Inserting a middle sized job into ongoing big text will be much harder.


 

Muriel Vasconcellos  Identity Verified
United States
Local time: 12:17
Member (2003)
Spanish to English
+ ...
Definitely not Feb 2, 2012

I know my limitations. I know how much work I can handle, and I don't take on any more than that.

Also, I never want to be in a position where the quality of my work suffers for my best-paying clients.


 

Julian Holmes  Identity Verified
Japan
Local time: 04:17
Member (2011)
Japanese to English
Know your physical and mental limits Feb 2, 2012

I quite agree with Charlie.

Charlie Bavington wrote:

However, it seems some people just take it to mean "very busy". If you're in a position to slot in a small job, or however else you care to phrase it, you are clearly not "fully booked".
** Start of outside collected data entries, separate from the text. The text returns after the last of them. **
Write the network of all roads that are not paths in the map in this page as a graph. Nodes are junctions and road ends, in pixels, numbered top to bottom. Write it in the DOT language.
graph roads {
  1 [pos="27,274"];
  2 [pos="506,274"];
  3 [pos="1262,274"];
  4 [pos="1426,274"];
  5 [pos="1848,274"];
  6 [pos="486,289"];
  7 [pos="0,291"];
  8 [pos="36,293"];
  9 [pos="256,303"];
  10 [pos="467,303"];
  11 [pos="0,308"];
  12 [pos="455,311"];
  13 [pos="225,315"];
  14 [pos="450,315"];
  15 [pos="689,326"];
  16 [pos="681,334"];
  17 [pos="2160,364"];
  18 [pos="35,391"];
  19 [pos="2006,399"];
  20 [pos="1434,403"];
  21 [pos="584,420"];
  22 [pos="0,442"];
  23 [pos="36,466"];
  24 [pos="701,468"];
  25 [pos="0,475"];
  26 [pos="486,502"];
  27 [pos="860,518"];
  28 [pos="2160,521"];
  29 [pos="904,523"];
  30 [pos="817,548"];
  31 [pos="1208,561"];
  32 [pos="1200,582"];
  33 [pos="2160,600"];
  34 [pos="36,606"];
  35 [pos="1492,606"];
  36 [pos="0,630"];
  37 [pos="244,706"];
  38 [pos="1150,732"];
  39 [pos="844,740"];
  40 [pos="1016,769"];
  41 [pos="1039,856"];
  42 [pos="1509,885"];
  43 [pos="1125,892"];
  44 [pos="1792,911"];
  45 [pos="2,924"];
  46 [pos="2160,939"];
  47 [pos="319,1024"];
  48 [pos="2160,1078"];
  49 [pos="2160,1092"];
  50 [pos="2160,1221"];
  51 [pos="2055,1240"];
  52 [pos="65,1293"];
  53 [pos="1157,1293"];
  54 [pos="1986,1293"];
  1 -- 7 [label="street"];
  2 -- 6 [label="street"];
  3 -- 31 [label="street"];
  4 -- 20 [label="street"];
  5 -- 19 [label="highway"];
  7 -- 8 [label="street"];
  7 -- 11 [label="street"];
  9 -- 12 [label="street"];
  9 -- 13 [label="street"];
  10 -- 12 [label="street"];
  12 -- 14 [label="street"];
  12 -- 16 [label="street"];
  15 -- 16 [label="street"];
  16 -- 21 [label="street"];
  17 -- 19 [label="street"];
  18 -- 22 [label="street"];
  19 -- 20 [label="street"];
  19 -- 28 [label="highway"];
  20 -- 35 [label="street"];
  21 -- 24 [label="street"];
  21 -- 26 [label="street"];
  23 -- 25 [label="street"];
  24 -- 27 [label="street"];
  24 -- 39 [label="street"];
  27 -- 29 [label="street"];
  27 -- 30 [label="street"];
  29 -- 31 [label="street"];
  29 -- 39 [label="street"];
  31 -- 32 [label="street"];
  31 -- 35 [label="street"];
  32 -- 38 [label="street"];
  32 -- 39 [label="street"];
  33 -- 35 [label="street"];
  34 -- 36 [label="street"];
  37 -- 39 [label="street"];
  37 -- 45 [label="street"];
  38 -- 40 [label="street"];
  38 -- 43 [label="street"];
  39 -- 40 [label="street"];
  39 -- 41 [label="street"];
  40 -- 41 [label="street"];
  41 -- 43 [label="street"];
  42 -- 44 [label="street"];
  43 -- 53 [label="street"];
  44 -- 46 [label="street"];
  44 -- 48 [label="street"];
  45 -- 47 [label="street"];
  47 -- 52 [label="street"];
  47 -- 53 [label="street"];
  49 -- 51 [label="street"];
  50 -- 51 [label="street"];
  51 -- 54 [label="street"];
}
The bottom line is "How hard are you prepared to work within your physical and mental limits?" If your definition of a working day is 9 till 6, then there's still ample time to pack in plenty of work before and after this time frame - if you want to, of course. If more work beyond this threshold means that you will be deprived of valuable sleep, etc., then you can start saying you're "fully-booked" according to my book, that is.

Also, having too much work hurts less having too little. Believe me, I've been through the latter situation more times than I'd like to remember. icon_rolleyes.gif

Happy translating!


 

Teresa Borges
Portugal
Local time: 20:17
Member (2007)
English to Portuguese
+ ...
I will give exactly the same answer Feb 2, 2012

as to a very similar poll posted last October:

Maybe... It depends on how overbooked I am. If it comes from a regular client I will try to negotiate a new deadline. If it is from a new client: Do I have time available to collect the necessary background information? Are they a potential good client? Is the job interesting? Is it well paid?

http://bel.proz.com/forum/poll_discussion/210901-poll:_do_you_accept_another_job_when_youre_already_fully_booked-page2.html


 

lexical  Identity Verified
Spain
Local time: 21:17
Portuguese to English
No Feb 2, 2012

And I don't write "fully booked" with a hyphen either. Does anyone who has even a minimal acquaintance with the English language?